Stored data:
────────────────

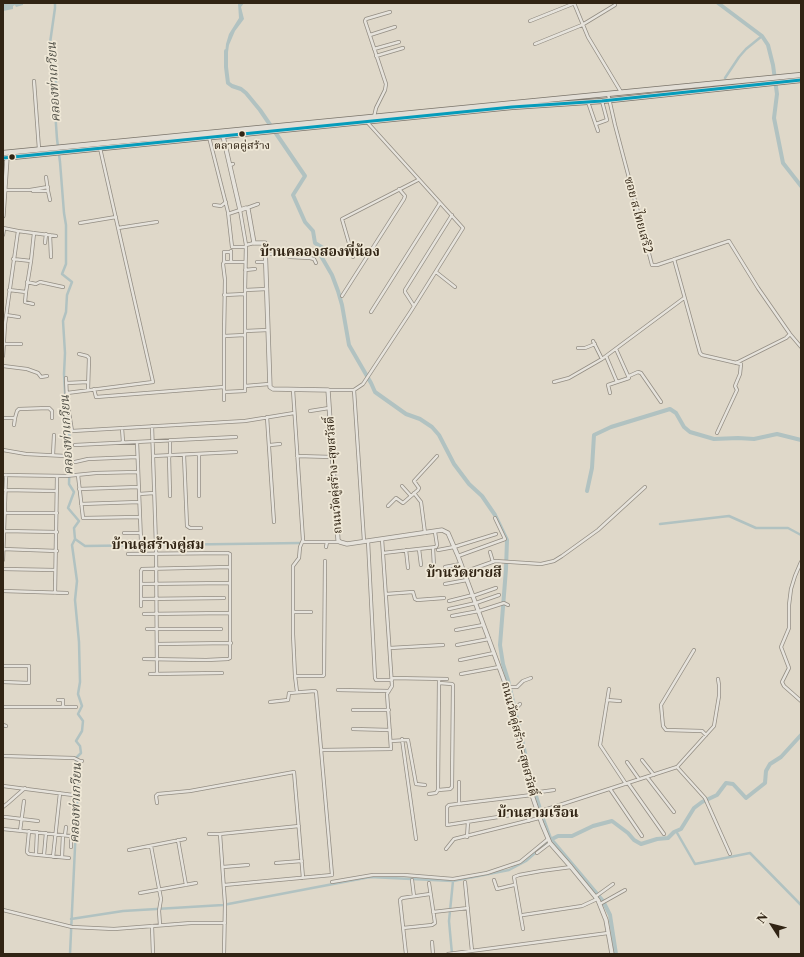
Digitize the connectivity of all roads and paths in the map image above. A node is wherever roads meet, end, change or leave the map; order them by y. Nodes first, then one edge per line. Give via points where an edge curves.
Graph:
1 (575, 3) edge
2 (615, 5) dead end
3 (390, 12) dead end
4 (530, 21) dead end
5 (582, 25) junction
6 (395, 27) dead end
7 (370, 35) junction
8 (399, 42) dead end
9 (535, 44) dead end
10 (403, 48) dead end
11 (374, 49) junction
12 (376, 56) junction
13 (801, 75) edge
14 (790, 79) junction
15 (34, 80) dead end
16 (801, 80) edge
17 (758, 82) junction
18 (621, 92) junction
19 (608, 94) junction
20 (609, 100) junction
21 (602, 101) junction
22 (588, 102) junction
23 (374, 117) junction
24 (367, 122) junction
25 (596, 124) junction
26 (598, 131) dead end
27 (223, 136) junction
28 (209, 137) junction
29 (100, 146) junction
30 (39, 149) junction
31 (52, 150) junction
32 (3, 153) edge
33 (5, 158) edge
34 (46, 177) dead end
35 (419, 179) junction
36 (48, 186) junction
37 (399, 189) junction
38 (4, 190) junction
39 (30, 190) junction
40 (48, 191) junction
41 (50, 200) dead end
42 (226, 202) junction
43 (440, 203) junction
44 (258, 204) dead end
45 (214, 205) dead end
46 (247, 208) junction
47 (240, 210) junction
48 (228, 214) junction
49 (452, 215) junction
50 (3, 216) edge
51 (116, 217) junction
52 (157, 222) dead end
53 (80, 224) dead end
54 (118, 228) junction
55 (4, 229) edge
56 (18, 231) junction
57 (34, 232) junction
58 (46, 234) junction
59 (3, 235) edge
60 (50, 235) junction
61 (56, 236) dead end
62 (45, 243) dead end
63 (254, 243) junction
64 (245, 246) junction
65 (233, 248) junction
66 (231, 252) junction
67 (266, 254) junction
68 (51, 257) dead end
69 (353, 257) dead end
70 (13, 259) junction
71 (674, 259) junction
72 (31, 261) junction
73 (224, 262) junction
74 (231, 262) junction
75 (245, 262) junction
76 (257, 262) dead end
77 (266, 262) junction
78 (316, 264) dead end
79 (255, 269) dead end
80 (245, 270) junction
81 (436, 272) junction
82 (27, 282) junction
83 (63, 287) dead end
84 (456, 287) dead end
85 (267, 289) junction
86 (10, 290) junction
87 (245, 290) junction
88 (26, 292) junction
89 (245, 294) junction
90 (224, 295) junction
91 (342, 296) dead end
92 (684, 298) junction
93 (33, 304) dead end
94 (414, 306) junction
95 (371, 312) dead end
96 (6, 315) junction
97 (19, 317) dead end
98 (268, 330) junction
99 (245, 331) junction
100 (790, 334) junction
101 (245, 335) junction
102 (224, 336) junction
103 (593, 341) dead end
104 (4, 344) edge
105 (21, 344) dead end
106 (595, 344) junction
107 (801, 347) edge
108 (578, 348) dead end
109 (616, 348) junction
110 (79, 354) dead end
111 (3, 356) edge
112 (606, 356) junction
113 (602, 359) junction
114 (736, 363) junction
115 (3, 366) edge
116 (47, 376) dead end
117 (629, 376) junction
118 (66, 378) dead end
119 (88, 382) junction
120 (554, 382) dead end
121 (617, 382) junction
122 (66, 383) junction
123 (269, 384) junction
124 (245, 386) junction
125 (224, 387) junction
126 (94, 389) junction
127 (88, 390) junction
128 (293, 390) junction
129 (328, 390) junction
130 (354, 390) junction
131 (245, 391) junction
132 (224, 392) junction
133 (67, 393) junction
134 (610, 393) dead end
135 (245, 396) dead end
136 (224, 400) dead end
137 (662, 402) dead end
138 (329, 408) junction
139 (310, 411) dead end
140 (294, 413) junction
141 (267, 417) junction
142 (3, 418) edge
143 (15, 418) junction
144 (52, 418) dead end
145 (14, 425) dead end
146 (152, 426) junction
147 (122, 428) junction
148 (717, 433) dead end
149 (54, 435) dead end
150 (236, 437) dead end
151 (170, 440) junction
152 (152, 441) junction
153 (123, 442) junction
154 (137, 442) junction
155 (75, 444) dead end
156 (280, 444) dead end
157 (270, 445) junction
158 (3, 450) edge
159 (236, 452) dead end
160 (199, 454) junction
161 (53, 455) junction
162 (184, 455) junction
163 (66, 456) dead end
164 (153, 456) junction
165 (170, 456) junction
166 (297, 456) junction
167 (436, 456) dead end
168 (137, 457) junction
169 (332, 457) junction
170 (75, 462) dead end
171 (138, 472) junction
172 (4, 475) edge
173 (78, 475) junction
174 (58, 476) junction
175 (402, 486) dead end
176 (138, 487) junction
177 (646, 487) dead end
178 (80, 489) junction
179 (5, 490) junction
180 (57, 491) junction
181 (154, 493) junction
182 (414, 493) junction
183 (139, 494) junction
184 (170, 496) dead end
185 (199, 496) dead end
186 (411, 496) junction
187 (139, 502) junction
188 (81, 504) junction
189 (388, 506) dead end
190 (4, 513) edge
191 (57, 513) junction
192 (140, 517) junction
193 (495, 518) dead end
194 (274, 522) dead end
195 (201, 528) dead end
196 (4, 531) edge
197 (57, 532) junction
198 (140, 532) junction
199 (435, 532) junction
200 (124, 533) dead end
201 (425, 534) junction
202 (496, 534) dead end
203 (382, 539) junction
204 (141, 541) dead end
205 (366, 541) junction
206 (303, 542) junction
207 (328, 542) junction
208 (340, 542) junction
209 (326, 547) dead end
210 (454, 547) junction
211 (433, 548) junction
212 (3, 549) edge
213 (419, 549) junction
214 (406, 550) junction
215 (438, 550) dead end
216 (56, 551) junction
217 (490, 552) dead end
218 (383, 553) junction
219 (128, 554) dead end
220 (156, 554) junction
221 (458, 556) junction
222 (3, 560) edge
223 (324, 561) dead end
224 (493, 562) junction
225 (801, 562) edge
226 (461, 564) junction
227 (421, 565) dead end
228 (230, 567) junction
229 (434, 567) dead end
230 (445, 567) dead end
231 (408, 568) dead end
232 (3, 569) edge
233 (156, 569) junction
234 (55, 570) junction
235 (464, 572) junction
236 (467, 580) junction
237 (230, 583) junction
238 (141, 584) junction
239 (156, 584) junction
240 (445, 584) dead end
241 (496, 588) dead end
242 (3, 591) edge
243 (55, 593) junction
244 (67, 593) dead end
245 (386, 594) junction
246 (499, 595) dead end
247 (473, 596) junction
248 (224, 598) dead end
249 (444, 598) dead end
250 (141, 599) junction
251 (157, 599) junction
252 (449, 601) dead end
253 (476, 603) junction
254 (508, 605) dead end
255 (141, 606) dead end
256 (449, 609) dead end
257 (478, 611) junction
258 (293, 612) junction
259 (312, 612) dead end
260 (230, 613) junction
261 (144, 614) dead end
262 (157, 614) junction
263 (452, 616) dead end
264 (484, 625) junction
265 (147, 629) dead end
266 (157, 629) junction
267 (221, 629) dead end
268 (456, 630) dead end
269 (489, 639) junction
270 (231, 643) junction
271 (157, 644) junction
272 (443, 645) dead end
273 (457, 645) dead end
274 (390, 648) junction
275 (694, 650) dead end
276 (494, 653) junction
277 (144, 659) dead end
278 (157, 659) junction
279 (460, 660) dead end
280 (3, 666) edge
281 (500, 667) junction
282 (222, 673) dead end
283 (150, 674) dead end
284 (157, 674) junction
285 (461, 674) dead end
286 (295, 676) junction
287 (531, 678) dead end
288 (392, 679) junction
289 (439, 679) junction
290 (447, 679) dead end
291 (718, 680) dead end
292 (3, 682) edge
293 (439, 683) junction
294 (509, 687) junction
295 (609, 689) dead end
296 (338, 690) dead end
297 (389, 691) junction
298 (297, 692) junction
299 (58, 700) dead end
300 (607, 700) junction
301 (620, 701) dead end
302 (801, 701) edge
303 (270, 702) dead end
304 (520, 704) dead end
305 (3, 707) edge
306 (63, 707) junction
307 (76, 707) dead end
308 (514, 709) junction
309 (353, 710) dead end
310 (389, 710) junction
311 (353, 730) dead end
312 (390, 730) junction
313 (706, 735) junction
314 (402, 739) junction
315 (391, 741) junction
316 (321, 750) junction
317 (3, 756) edge
318 (642, 760) dead end
319 (81, 761) dead end
320 (627, 762) dead end
321 (677, 767) junction
322 (654, 775) junction
323 (648, 777) junction
324 (639, 779) junction
325 (460, 782) dead end
326 (627, 783) junction
327 (425, 784) dead end
328 (3, 786) edge
329 (25, 788) junction
330 (610, 789) junction
331 (438, 790) junction
332 (554, 790) dead end
333 (60, 793) junction
334 (534, 793) junction
335 (429, 794) dead end
336 (73, 795) dead end
337 (24, 801) dead end
338 (157, 803) dead end
339 (459, 804) junction
340 (3, 806) edge
341 (540, 811) junction
342 (674, 812) dead end
343 (5, 817) dead end
344 (539, 818) junction
345 (22, 819) junction
346 (38, 821) dead end
347 (529, 821) junction
348 (468, 822) junction
349 (299, 826) junction
350 (66, 827) dead end
351 (3, 829) edge
352 (20, 831) junction
353 (29, 832) junction
354 (37, 832) junction
355 (46, 833) junction
356 (55, 834) junction
357 (209, 834) dead end
358 (220, 834) junction
359 (664, 834) dead end
360 (64, 835) junction
361 (642, 836) dead end
362 (468, 837) junction
363 (185, 839) dead end
364 (416, 839) dead end
365 (178, 840) junction
366 (549, 841) junction
367 (151, 846) junction
368 (71, 847) dead end
369 (446, 849) dead end
370 (129, 850) dead end
371 (537, 853) dead end
372 (36, 854) junction
373 (730, 854) dead end
374 (44, 855) junction
375 (53, 856) junction
376 (62, 857) junction
377 (69, 858) dead end
378 (302, 861) junction
379 (276, 863) dead end
380 (248, 865) dead end
381 (571, 867) junction
382 (223, 868) junction
383 (304, 878) junction
384 (412, 880) dead end
385 (494, 880) dead end
386 (332, 882) dead end
387 (465, 882) dead end
388 (196, 883) dead end
389 (429, 883) dead end
390 (613, 884) dead end
391 (186, 885) junction
392 (224, 885) junction
393 (514, 885) junction
394 (160, 889) junction
395 (625, 890) dead end
396 (140, 893) dead end
397 (430, 894) junction
398 (414, 896) junction
399 (597, 896) junction
400 (603, 902) junction
401 (468, 908) junction
402 (3, 910) edge
403 (433, 912) junction
404 (523, 915) dead end
405 (225, 923) junction
406 (160, 925) junction
407 (152, 926) junction
408 (403, 928) junction
409 (524, 929) dead end
410 (608, 933) junction
411 (432, 942) dead end
412 (472, 951) junction
413 (153, 954) edge
414 (224, 954) edge
415 (406, 954) edge
416 (433, 954) edge
417 (448, 954) edge
418 (612, 954) edge

1 - 4 street
1 - 5 street
2 - 5 street
3 - 7 street via 366,19
5 - 9 street
5 - 18 street
6 - 7 street
7 - 11 street
8 - 11 street
10 - 12 street
11 - 12 street
12 - 23 street via 386,88 374,111
13 - 14 main road
14 - 16 main road
14 - 17 main road
15 - 30 street
17 - 18 main road
17 - 20 main road
18 - 19 main road
19 - 20 street, ซอย ส.ไทยเสรี2
19 - 23 main road
20 - 21 main road
20 - 71 street, ซอย ส.ไทยเสรี2 via 651,264 658,265
21 - 22 main road
21 - 25 street via 607,122
22 - 24 main road
22 - 25 street
23 - 29 main road
24 - 27 main road
24 - 35 street
25 - 26 street
27 - 28 main road
27 - 47 street via 232,164
28 - 29 main road
28 - 42 street
29 - 31 main road
29 - 51 street
30 - 31 main road
30 - 32 main road
31 - 33 main road
33 - 38 street
34 - 36 street
35 - 37 street
35 - 43 street
36 - 39 street
36 - 40 street
37 - 69 street via 342,219
37 - 91 street via 405,196 404,199
38 - 39 street
38 - 50 street
39 - 40 street
40 - 41 street
42 - 45 street via 221,206
42 - 48 street
43 - 49 street
43 - 95 street
44 - 46 street
46 - 47 street
46 - 63 street
47 - 48 street
47 - 64 street
48 - 65 street
49 - 81 street via 463,228
49 - 94 street via 404,292
51 - 53 street
51 - 54 street
52 - 54 street
54 - 126 street via 153,382
55 - 56 street
55 - 59 street
56 - 57 street
56 - 70 street
57 - 58 street
57 - 72 street
58 - 60 street
58 - 62 street
60 - 61 street
60 - 68 street
63 - 64 street
63 - 67 street via 265,243
64 - 65 street
64 - 75 street
65 - 66 street
66 - 73 street via 224,252
66 - 74 street
67 - 77 street
67 - 78 street via 312,259
70 - 72 street
70 - 86 street
71 - 92 street
71 - 100 street, ซอย ส.ไทยเสรี2 via 729,242
72 - 82 street
73 - 74 street
73 - 90 street
74 - 75 street
75 - 80 street
76 - 77 street
77 - 85 street
79 - 80 street
80 - 87 street
81 - 84 street
81 - 94 street
82 - 83 street
82 - 88 street
85 - 87 street
85 - 98 street
86 - 88 street
86 - 96 street
87 - 89 street
88 - 93 street via 25,302
89 - 90 street
89 - 99 street
90 - 102 street
92 - 109 street
92 - 114 street via 700,353
94 - 130 street via 370,374 360,387
96 - 97 street
96 - 104 street
98 - 99 street
98 - 123 street
99 - 101 street
100 - 107 street
100 - 114 street
101 - 102 street
101 - 124 street
102 - 125 street
103 - 106 street
104 - 105 street
104 - 111 street
106 - 108 street
106 - 113 street
109 - 112 street
109 - 117 street
110 - 119 street via 89,358
112 - 113 street
112 - 121 street
113 - 120 street via 569,378
114 - 148 street via 741,364 735,386 737,390
115 - 116 street via 28,369 38,372 41,376
117 - 121 street
117 - 137 street via 638,372 641,374
118 - 122 street
119 - 122 street
119 - 127 street
121 - 134 street via 608,386
122 - 133 street
123 - 124 street
123 - 128 street via 273,390
124 - 131 street
125 - 126 street via 96,397
125 - 132 street
126 - 127 street
127 - 133 street
128 - 129 street
128 - 140 street
129 - 130 street
129 - 138 street, ถนนวัดคู่สร้าง-สุขสวัสดิ์
130 - 205 street
131 - 132 street
131 - 135 street
132 - 136 street
133 - 147 street via 72,431
138 - 139 street
138 - 169 street, ถนนวัดคู่สร้าง-สุขสวัสดิ์
140 - 141 street
140 - 166 street
141 - 146 street via 259,420 196,425
141 - 157 street
142 - 143 street
143 - 144 street via 19,409 49,408 52,410
143 - 145 street
146 - 147 street
146 - 152 street
147 - 153 street
149 - 161 street
150 - 151 street
151 - 152 street
151 - 165 street
152 - 154 street
152 - 164 street
153 - 154 street
153 - 155 street
154 - 168 street
156 - 157 street
157 - 194 street
158 - 161 street
159 - 160 street
160 - 162 street
160 - 185 street
161 - 163 street
162 - 165 street
162 - 195 street via 187,526
164 - 165 street
164 - 181 street
165 - 184 street
166 - 169 street
166 - 206 street
167 - 182 street via 414,481 418,488
168 - 170 street
168 - 171 street
169 - 208 street, ถนนวัดคู่สร้าง-สุขสวัสดิ์
171 - 173 street
171 - 176 street
172 - 174 street
172 - 179 street
173 - 174 street
173 - 178 street
174 - 180 street
175 - 186 street
176 - 178 street
176 - 183 street
177 - 224 street via 598,530 557,559 541,564
178 - 188 street
179 - 180 street
179 - 190 street
180 - 191 street
181 - 183 street
181 - 220 street
182 - 186 street
182 - 201 street via 421,502
183 - 187 street
186 - 189 street via 403,503 395,498
187 - 188 street
187 - 192 street
188 - 192 street via 83,519
190 - 191 street
190 - 196 street
191 - 197 street
192 - 198 street
193 - 221 street via 504,539
196 - 197 street
196 - 212 street
197 - 216 street
198 - 200 street
198 - 204 street
199 - 201 street, ถนนวัดคู่สร้าง-สุขสวัสดิ์
199 - 210 street, ถนนวัดคู่สร้าง-สุขสวัสดิ์ via 447,532
199 - 211 street via 437,546
201 - 203 street, ถนนวัดคู่สร้าง-สุขสวัสดิ์
202 - 210 street
203 - 205 street, ถนนวัดคู่สร้าง-สุขสวัสดิ์
203 - 218 street
205 - 208 street, ถนนวัดคู่สร้าง-สุขสวัสดิ์ via 347,544
205 - 288 street via 375,678
206 - 207 street
206 - 258 street via 299,558 293,566
207 - 208 street
207 - 209 street
210 - 215 street
210 - 221 street, ถนนวัดคู่สร้าง-สุขสวัสดิ์
211 - 213 street
211 - 229 street
212 - 216 street
212 - 222 street
213 - 214 street
213 - 227 street
214 - 218 street
214 - 231 street
216 - 234 street
217 - 224 street
218 - 245 street
219 - 220 street
220 - 228 street via 229,553
220 - 233 street
221 - 226 street, ถนนวัดคู่สร้าง-สุขสวัสดิ์
223 - 286 street via 324,674
224 - 235 street
225 - 302 street via 795,576 789,605 789,628 781,645 789,668 782,682 785,688
226 - 230 street
226 - 235 street, ถนนวัดคู่สร้าง-สุขสวัสดิ์
228 - 233 street
228 - 237 street
232 - 234 street
233 - 238 street via 141,570
233 - 239 street
234 - 243 street
235 - 236 street, ถนนวัดคู่สร้าง-สุขสวัสดิ์
236 - 240 street
236 - 247 street, ถนนวัดคู่สร้าง-สุขสวัสดิ์
237 - 239 street
237 - 260 street
238 - 239 street
238 - 250 street
239 - 251 street
241 - 247 street
242 - 243 street
243 - 244 street
245 - 249 street via 413,592 417,600
245 - 274 street
246 - 253 street
247 - 252 street
247 - 253 street, ถนนวัดคู่สร้าง-สุขสวัสดิ์
248 - 251 street
250 - 251 street
250 - 255 street
251 - 262 street
253 - 256 street
253 - 257 street, ถนนวัดคู่สร้าง-สุขสวัสดิ์
254 - 257 street via 503,603
257 - 263 street
257 - 264 street, ถนนวัดคู่สร้าง-สุขสวัสดิ์
258 - 259 street
258 - 286 street
260 - 262 street
260 - 270 street
261 - 262 street
262 - 266 street
264 - 268 street
264 - 269 street, ถนนวัดคู่สร้าง-สุขสวัสดิ์
265 - 266 street
266 - 267 street
266 - 271 street
269 - 273 street
269 - 276 street, ถนนวัดคู่สร้าง-สุขสวัสดิ์
270 - 271 street
270 - 278 street via 231,657 228,659
271 - 278 street
272 - 274 street
274 - 288 street
275 - 313 street via 661,705 663,726 666,730 702,732
276 - 279 street
276 - 281 street, ถนนวัดคู่สร้าง-สุขสวัสดิ์
277 - 278 street
278 - 284 street
280 - 292 street via 29,666 28,683
281 - 285 street
281 - 294 street, ถนนวัดคู่สร้าง-สุขสวัสดิ์
282 - 284 street
283 - 284 street
286 - 298 street
287 - 294 street via 517,687
288 - 289 street
288 - 297 street
289 - 290 street
289 - 293 street
291 - 313 street via 719,696 715,723
293 - 331 street
293 - 331 street via 453,685 453,732 452,787
294 - 308 street, ถนนวัดคู่สร้าง-สุขสวัสดิ์
295 - 300 street
296 - 297 street
297 - 310 street
298 - 303 street via 288,693 287,700
298 - 316 street via 316,692
299 - 306 street via 63,700
300 - 301 street
300 - 326 street via 600,744
304 - 308 street
305 - 306 street
306 - 307 street
308 - 334 street, ถนนวัดคู่สร้าง-สุขสวัสดิ์
309 - 310 street
310 - 312 street
311 - 312 street
312 - 315 street
313 - 321 street
314 - 315 street
314 - 327 street via 408,740 416,784
314 - 364 street
315 - 316 street via 391,749
316 - 383 street via 332,875
317 - 319 street via 75,758
318 - 322 street
320 - 324 street
321 - 322 street
321 - 373 street via 705,798
322 - 323 street
323 - 324 street
323 - 342 street
324 - 326 street
325 - 339 street
326 - 330 street
326 - 359 street
328 - 329 street
329 - 333 street
329 - 340 street
330 - 341 street
330 - 361 street
331 - 335 street
332 - 334 street
333 - 336 street
333 - 356 street
334 - 339 street
334 - 341 street, ถนนวัดคู่สร้าง-สุขสวัสดิ์
337 - 345 street
338 - 349 street via 158,794 190,791 292,771
339 - 348 street via 448,806 447,825
341 - 344 street, ถนนวัดคู่สร้าง-สุขสวัสดิ์
343 - 345 street
344 - 347 street
344 - 366 street, ถนนวัดคู่สร้าง-สุขสวัสดิ์
345 - 346 street
345 - 352 street
347 - 348 street via 527,814 524,813
347 - 362 street
348 - 362 street
349 - 358 street
349 - 378 street
350 - 360 street
351 - 352 street
352 - 353 street
353 - 354 street
353 - 372 street via 28,853
354 - 355 street
354 - 372 street
355 - 356 street
355 - 374 street
356 - 360 street
356 - 375 street
357 - 358 street
358 - 382 street
360 - 368 street via 71,836
360 - 376 street
362 - 369 street via 453,840
363 - 365 street
365 - 367 street
365 - 391 street
366 - 371 street
366 - 381 street, ถนนวัดคู่สร้าง-สุขสวัสดิ์
366 - 386 street via 516,864 491,872 453,879 372,875
367 - 370 street
367 - 394 street
372 - 374 street
374 - 375 street
375 - 376 street
376 - 377 street
378 - 379 street
378 - 383 street
380 - 382 street
381 - 393 street via 519,875 514,877
381 - 399 street, ถนนวัดคู่สร้าง-สุขสวัสดิ์
382 - 392 street
383 - 392 street
384 - 398 street
385 - 393 street via 497,889
387 - 401 street
388 - 391 street
389 - 397 street
390 - 399 street
391 - 394 street
392 - 405 street
393 - 409 street
394 - 396 street
394 - 406 street
395 - 400 street
397 - 398 street
397 - 403 street
398 - 408 street via 400,900
399 - 400 street, ถนนวัดคู่สร้าง-สุขสวัสดิ์
399 - 404 street via 582,906
400 - 410 street, ถนนวัดคู่สร้าง-สุขสวัสดิ์
401 - 403 street
401 - 412 street
402 - 407 street via 71,926 114,929
403 - 408 street via 434,924
405 - 406 street
405 - 414 street
406 - 407 street
407 - 413 street
408 - 415 street
410 - 412 street
410 - 418 street, ถนนวัดคู่สร้าง-สุขสวัสดิ์
411 - 416 street
412 - 417 street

────────────────

The word "ไทยเสร" appears in some of the lines above. Copy those lines.

19 - 20 street, ซอย ส.ไทยเสรี2
20 - 71 street, ซอย ส.ไทยเสรี2 via 651,264 658,265
71 - 100 street, ซอย ส.ไทยเสรี2 via 729,242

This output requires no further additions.